Each year in our Youth for Change Camps, we host a diverse group of students hailing from various ethnic, cultural and socioeconomic backgrounds. Throughout the 4-5 day period, working over the theme of human rights, we witness the creation of a beautiful mosaic of humanity in which the whole outshines the individual.
View photos from the Youth for Change Camps 2014.
Read the poem: Thank God I met you, brother by Nikil Sinha, SAS
“I’ve asked myself many times why I keep coming back to Stairway, but more than that, I ask myself why I keep wanting to bring people to Stairway. Talking with my teammates just a few days ago, more than a month and a half after our visit, I realized why. For many of them, it was clear that Stairway had the most profound impact on the way they saw the Philippines, its beauty, and its potential. Tourists often come to see our beaches and eat our fruits, but these volunteers came to meet our children. But more than that, it changed the way they saw the world–that beyond the red brick buildings and cobble-stoned pathways of this Ivy League school, there are so many injustices to right, many hardships to overcome, and so much more to live for.”

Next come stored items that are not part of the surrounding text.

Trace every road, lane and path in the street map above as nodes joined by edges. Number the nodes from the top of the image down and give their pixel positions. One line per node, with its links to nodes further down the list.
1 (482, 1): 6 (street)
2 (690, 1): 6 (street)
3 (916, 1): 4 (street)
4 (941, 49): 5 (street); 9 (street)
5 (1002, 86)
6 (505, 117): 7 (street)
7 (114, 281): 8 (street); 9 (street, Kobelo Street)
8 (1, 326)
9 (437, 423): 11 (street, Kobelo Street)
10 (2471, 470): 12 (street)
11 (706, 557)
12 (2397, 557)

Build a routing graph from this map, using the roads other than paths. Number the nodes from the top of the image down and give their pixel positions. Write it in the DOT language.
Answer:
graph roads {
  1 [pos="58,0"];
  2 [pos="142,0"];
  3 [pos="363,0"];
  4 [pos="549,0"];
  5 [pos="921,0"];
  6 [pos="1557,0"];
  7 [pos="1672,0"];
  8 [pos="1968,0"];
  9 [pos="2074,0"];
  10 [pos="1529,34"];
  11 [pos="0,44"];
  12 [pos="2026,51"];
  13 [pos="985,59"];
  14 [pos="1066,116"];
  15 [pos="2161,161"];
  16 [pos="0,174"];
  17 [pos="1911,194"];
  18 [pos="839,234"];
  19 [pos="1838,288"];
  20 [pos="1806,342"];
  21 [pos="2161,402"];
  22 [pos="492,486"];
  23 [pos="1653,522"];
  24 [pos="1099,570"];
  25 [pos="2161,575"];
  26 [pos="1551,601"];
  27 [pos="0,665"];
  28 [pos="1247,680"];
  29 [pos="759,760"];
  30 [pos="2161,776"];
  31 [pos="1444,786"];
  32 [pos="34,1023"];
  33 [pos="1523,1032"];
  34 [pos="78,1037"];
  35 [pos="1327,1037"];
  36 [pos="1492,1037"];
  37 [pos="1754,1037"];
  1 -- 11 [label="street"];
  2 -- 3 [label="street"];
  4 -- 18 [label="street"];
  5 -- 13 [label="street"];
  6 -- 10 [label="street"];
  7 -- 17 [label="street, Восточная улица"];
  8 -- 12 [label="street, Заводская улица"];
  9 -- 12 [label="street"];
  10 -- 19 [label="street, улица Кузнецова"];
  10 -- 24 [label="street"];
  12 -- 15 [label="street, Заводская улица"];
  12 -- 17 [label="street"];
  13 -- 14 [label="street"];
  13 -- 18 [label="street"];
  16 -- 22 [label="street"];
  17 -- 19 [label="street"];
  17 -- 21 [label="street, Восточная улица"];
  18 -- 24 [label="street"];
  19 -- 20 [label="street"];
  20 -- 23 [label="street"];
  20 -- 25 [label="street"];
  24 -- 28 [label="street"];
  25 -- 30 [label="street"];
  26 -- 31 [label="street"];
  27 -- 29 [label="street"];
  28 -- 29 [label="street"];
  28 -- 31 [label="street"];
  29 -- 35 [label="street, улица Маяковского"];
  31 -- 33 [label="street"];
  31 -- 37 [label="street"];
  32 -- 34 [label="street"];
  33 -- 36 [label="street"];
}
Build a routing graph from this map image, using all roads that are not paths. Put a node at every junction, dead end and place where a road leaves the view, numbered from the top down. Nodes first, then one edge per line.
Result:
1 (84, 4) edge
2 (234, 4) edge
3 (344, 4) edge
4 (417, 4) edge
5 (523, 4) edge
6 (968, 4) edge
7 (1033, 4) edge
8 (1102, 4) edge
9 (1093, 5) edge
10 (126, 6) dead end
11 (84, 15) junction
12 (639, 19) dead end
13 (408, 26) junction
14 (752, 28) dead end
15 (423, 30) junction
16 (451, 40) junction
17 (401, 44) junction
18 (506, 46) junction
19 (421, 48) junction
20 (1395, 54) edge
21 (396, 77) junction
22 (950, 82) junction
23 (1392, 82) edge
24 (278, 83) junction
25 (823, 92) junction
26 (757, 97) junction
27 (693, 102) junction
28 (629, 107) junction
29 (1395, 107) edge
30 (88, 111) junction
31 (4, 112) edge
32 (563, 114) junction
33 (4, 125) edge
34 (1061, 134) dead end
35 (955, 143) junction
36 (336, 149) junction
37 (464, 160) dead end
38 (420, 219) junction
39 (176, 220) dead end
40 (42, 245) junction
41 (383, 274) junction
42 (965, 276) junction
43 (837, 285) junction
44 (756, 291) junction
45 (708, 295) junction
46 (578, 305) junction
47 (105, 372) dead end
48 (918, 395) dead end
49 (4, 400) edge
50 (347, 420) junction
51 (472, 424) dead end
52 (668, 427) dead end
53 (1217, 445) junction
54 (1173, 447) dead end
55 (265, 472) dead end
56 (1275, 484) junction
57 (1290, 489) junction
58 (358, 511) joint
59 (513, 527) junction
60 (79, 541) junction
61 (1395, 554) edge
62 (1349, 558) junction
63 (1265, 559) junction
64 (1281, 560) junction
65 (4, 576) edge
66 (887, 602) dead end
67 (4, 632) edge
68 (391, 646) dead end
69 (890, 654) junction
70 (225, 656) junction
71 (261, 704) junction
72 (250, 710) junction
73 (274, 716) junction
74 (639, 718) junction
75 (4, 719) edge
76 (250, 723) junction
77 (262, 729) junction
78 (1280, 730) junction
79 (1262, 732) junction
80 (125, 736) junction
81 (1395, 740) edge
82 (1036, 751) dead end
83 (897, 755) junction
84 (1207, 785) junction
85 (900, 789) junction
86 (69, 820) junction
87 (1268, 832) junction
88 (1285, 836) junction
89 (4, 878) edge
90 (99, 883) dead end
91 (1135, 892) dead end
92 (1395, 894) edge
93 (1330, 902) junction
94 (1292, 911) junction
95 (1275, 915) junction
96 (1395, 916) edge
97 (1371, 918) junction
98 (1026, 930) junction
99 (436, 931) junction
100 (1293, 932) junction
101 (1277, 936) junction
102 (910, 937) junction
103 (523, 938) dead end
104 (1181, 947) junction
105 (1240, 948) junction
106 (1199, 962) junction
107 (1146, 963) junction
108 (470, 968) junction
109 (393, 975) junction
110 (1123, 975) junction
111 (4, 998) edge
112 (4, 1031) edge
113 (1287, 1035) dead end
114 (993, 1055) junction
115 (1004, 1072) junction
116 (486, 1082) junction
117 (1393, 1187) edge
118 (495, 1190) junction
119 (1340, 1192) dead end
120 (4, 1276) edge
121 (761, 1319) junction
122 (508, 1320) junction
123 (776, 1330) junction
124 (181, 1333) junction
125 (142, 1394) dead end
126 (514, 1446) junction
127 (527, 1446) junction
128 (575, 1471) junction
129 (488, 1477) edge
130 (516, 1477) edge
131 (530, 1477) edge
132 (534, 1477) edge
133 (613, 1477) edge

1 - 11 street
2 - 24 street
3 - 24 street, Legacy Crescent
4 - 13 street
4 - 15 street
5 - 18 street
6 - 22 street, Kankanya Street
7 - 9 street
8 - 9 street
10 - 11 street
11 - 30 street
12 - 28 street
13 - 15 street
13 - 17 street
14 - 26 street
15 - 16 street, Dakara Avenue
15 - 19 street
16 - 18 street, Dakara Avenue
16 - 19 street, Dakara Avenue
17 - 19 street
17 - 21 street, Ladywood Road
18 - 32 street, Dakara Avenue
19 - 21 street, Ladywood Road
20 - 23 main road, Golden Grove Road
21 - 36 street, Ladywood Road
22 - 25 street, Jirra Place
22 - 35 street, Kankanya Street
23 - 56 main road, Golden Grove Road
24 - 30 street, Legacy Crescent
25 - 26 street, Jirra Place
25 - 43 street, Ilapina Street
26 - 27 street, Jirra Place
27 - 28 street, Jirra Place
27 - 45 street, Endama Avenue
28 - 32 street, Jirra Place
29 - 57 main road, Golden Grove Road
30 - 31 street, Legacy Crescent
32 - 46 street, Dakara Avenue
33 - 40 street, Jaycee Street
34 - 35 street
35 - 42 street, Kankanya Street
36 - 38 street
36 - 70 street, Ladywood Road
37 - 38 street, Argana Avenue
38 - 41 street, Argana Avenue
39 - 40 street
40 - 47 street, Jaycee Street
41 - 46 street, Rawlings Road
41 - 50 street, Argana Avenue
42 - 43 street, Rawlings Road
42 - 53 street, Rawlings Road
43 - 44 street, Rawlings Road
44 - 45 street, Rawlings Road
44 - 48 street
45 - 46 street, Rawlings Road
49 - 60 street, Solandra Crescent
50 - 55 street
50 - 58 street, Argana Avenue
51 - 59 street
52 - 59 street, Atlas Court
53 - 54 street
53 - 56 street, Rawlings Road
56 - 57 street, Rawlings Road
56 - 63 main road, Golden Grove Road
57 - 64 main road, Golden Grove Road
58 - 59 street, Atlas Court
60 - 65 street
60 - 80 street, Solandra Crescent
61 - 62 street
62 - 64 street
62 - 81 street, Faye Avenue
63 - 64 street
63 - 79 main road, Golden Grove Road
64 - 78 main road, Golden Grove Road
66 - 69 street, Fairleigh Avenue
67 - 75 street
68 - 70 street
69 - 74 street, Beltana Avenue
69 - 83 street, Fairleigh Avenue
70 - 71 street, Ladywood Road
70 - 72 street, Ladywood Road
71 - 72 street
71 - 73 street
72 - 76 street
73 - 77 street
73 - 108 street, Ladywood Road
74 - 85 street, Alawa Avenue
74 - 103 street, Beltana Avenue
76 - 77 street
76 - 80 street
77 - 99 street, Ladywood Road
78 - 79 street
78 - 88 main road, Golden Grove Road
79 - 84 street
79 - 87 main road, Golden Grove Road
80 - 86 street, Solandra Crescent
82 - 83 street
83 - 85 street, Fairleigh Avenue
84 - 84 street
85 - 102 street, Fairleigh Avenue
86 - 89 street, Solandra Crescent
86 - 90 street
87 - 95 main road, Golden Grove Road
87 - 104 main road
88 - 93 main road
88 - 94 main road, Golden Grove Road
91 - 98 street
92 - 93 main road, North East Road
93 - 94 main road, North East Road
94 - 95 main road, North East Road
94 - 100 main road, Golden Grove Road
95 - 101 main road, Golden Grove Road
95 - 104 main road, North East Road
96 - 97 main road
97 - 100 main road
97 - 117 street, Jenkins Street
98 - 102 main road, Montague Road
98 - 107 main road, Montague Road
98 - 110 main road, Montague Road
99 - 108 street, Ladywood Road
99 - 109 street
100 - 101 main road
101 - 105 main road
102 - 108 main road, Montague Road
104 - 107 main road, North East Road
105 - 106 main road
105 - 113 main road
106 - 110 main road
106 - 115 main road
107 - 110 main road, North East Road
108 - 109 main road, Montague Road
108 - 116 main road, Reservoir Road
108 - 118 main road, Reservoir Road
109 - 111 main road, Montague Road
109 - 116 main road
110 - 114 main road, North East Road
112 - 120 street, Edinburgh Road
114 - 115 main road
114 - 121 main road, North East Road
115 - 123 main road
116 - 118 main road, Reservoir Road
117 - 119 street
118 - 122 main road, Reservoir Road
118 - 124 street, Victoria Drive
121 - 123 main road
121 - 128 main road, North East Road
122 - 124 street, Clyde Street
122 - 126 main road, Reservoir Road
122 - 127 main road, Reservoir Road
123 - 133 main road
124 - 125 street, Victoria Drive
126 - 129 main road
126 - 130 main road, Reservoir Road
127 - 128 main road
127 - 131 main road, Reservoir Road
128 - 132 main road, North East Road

–Michi Ferreol, Harvard Student
“I left Stairway a changed person, with a vision for education and social change. During my time there, I was able to inflect upon my experiences and views, re-evaluating them in light of what I had learned from both the kids and the foundation. Stairway showed me that there was hope – that anyone could make an impact”
-Luke, Harvard student
“At our parent coffee yesterday I had a few parents approach me to let me know the impact Stairway has had on their child. One parent mentioned how her daughter is now a junior and continues to talk about Stairway and her experience there. One other said her son Adi from this trip has been a totally different person the last week. He has talked non-stop about the Stairway family and how impressed he was with the connection the kids and adults had there. He’s never experienced so much love and he wants his family to go and spend time there.
–Marc St. Laurent, Counselor, International School Manila
“Another activity was making a mosaic out of broken, colored, pieces of plastic. We worked together, handing pieces and glue to each other, so that in no time at all we were finished. Only after all the other groups had finished did we realize that we were each making pieces of a bigger puzzle. The final product was a flower and we each decorated one side of it. This made me realize the true purpose of Stairway. The sense of family was the dominating feeling in here. We were all part of a bigger picture, of which if one piece were removed, the picture wouldn’t be complete. Each time we sat together in the dining area, there was a feeling of satisfaction that was difficult to describe. The laughter, boisterous chatter, and playful bickering gave the feel of a huge, close-knit family.
Before we left we wrote down our many reflections. Some of the girls and I made letters for our buddies. We took our last photos, and almost instantly the smiles were replaced by tears—tears that we shed as we boarded the boat and yelled our goodbyes to the Stairway boys. I watched their faces as they waved back from the beach and scenes from the past five days flashed in my mind.
Stairway will surely be an unforgettable experience, I thought, as my gaze fell on my companions’ teary faces. Just then my friend said, ‘Don’t cry because you left. Smile because you were there.'”
–Andrea, International School Manila
After 4 days with these amazing children, I learned so much about street children and their pasts. I learned about happiness, love, appreciation, and so much more that I’m never going to forget. I can’t thank every single one of the boys enough for what they’ve done for me. I would give so much just to live this experience one more time.
-David Lu, Singapore American School
Overall, the name of the trip definitely defines the result of it all, my life has been changed, partly from the seeing the street kids in Manila, but mostly because I realized that there are solutions to everything, Lars and Monica are proof of that. What they have done has truly inspired me, it puts my life in comparison, I know I’m only sixteen, but for the future, would I really be able to look back and ask myself: “What good have I done to help this planet?”. That it was I hope to accomplish, I hope to at least, to some extent, do what Lars and Monica do, and help others without asking for anything in return. This trip has grounded me and prevented me from being so ignorant to think that problems within third world countries are non pertinent to my life.